Man vs. Wild, the television show which features survival expert Bear Grylls demonstrating survival tactics in extreme situation is a pretty entertaining watch. I took some time to check out the upcoming game based on the show while at E3.
In the game, you control Bear Grylls in a 3D environment. In the demo I played, I was in a forest but other locations in the finished game will include the Sahara and the Everglades. The core objective in each area is to survive, traveling from your starting location to an extraction point.

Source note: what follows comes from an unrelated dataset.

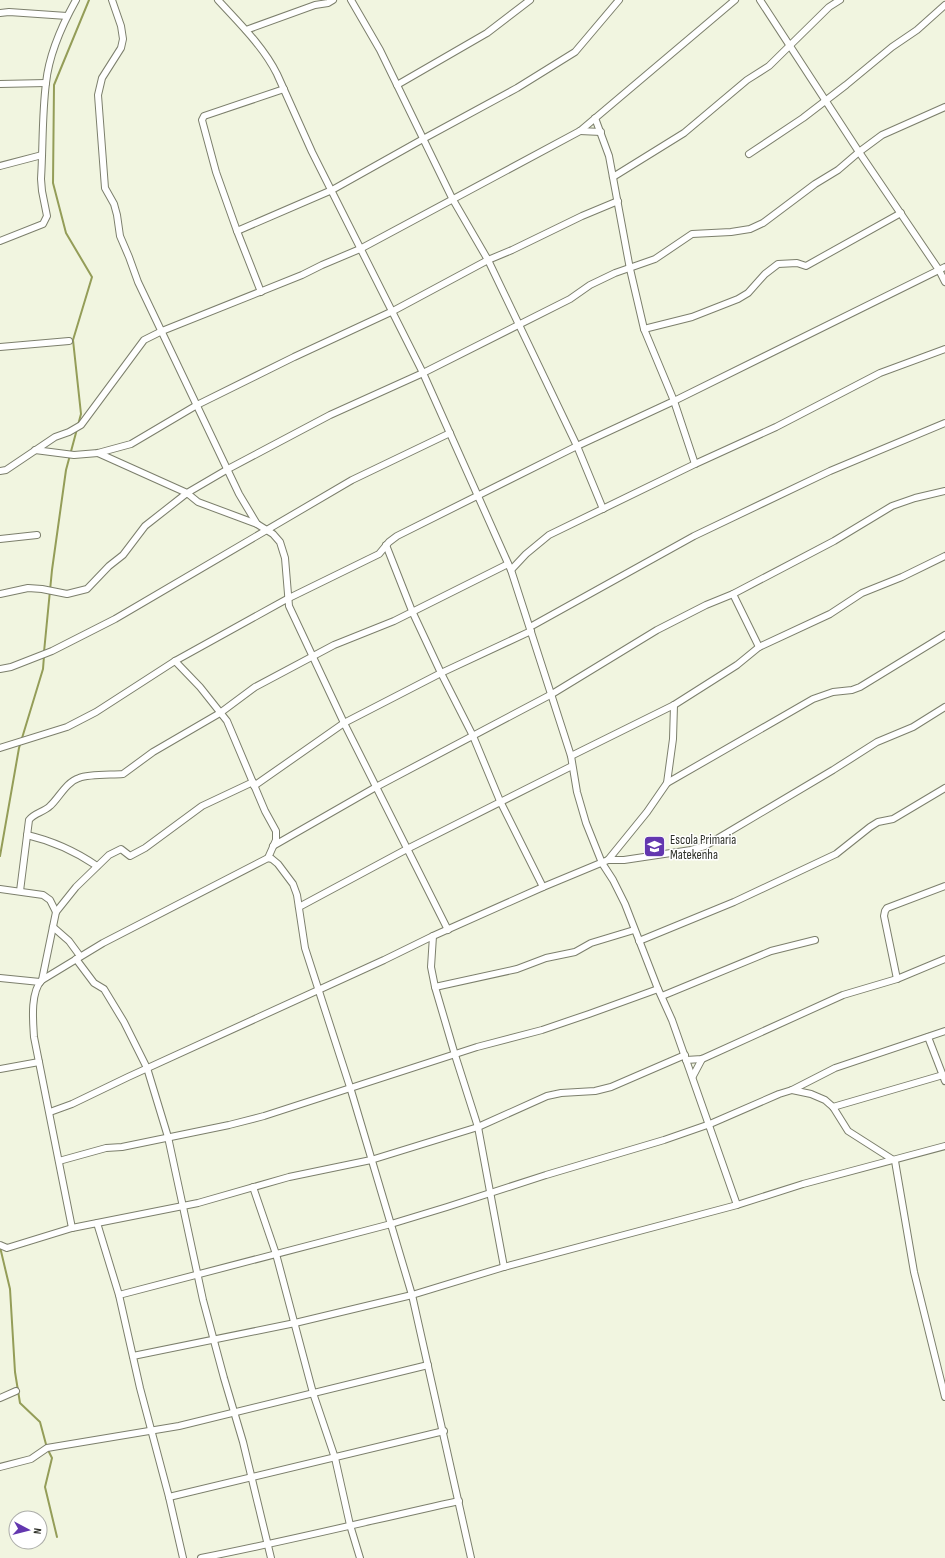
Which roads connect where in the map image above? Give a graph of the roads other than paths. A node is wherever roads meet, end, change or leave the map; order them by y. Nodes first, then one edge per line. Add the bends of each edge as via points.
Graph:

You'll have to eat to keep Bear's stamina up, which means finding food. Searching around a log, I was prompted to collect millipedes. This resulted in a minigame where millipedes skittered in and around a log while I used a cursor to grab them as quickly as possible. It was neither interesting or challenging to perform, and I found little else in the limited playtime that really captured my attention.
From what I've seen, Man vs. Wild appears to be a minigame collection cleverly disguised within an action-oriented environment with health and stamina limitations. Actions you can perform in traveling the environment are simplistic and contextual, requiring activation to climb a wall or even walk across a log while maintaining balance. Even coming across wildlife went into a QTE sequence where I merely responded to prompts.
Interestingly, the version of the game which I played was for the Xbox 360. Both the Wii and PlayStation 3 versions of the title will make use of their respective console's motion-controller. I severely doubt that my experience would have been dramatically improved by the application of either of those devices as the mini-games I played were more of the same, basic junk we've seen a thousand times before on the Wii.
It's not all bad. I have been told that the game will allow players to gut a camel and hide inside it to ride out a sandstorm, which isn't something you get to do every day in a videogame. That said, it's hard to get enthusiastic about the game at this point, even if it does take a bit more effort in trying to give the appearance of complexity.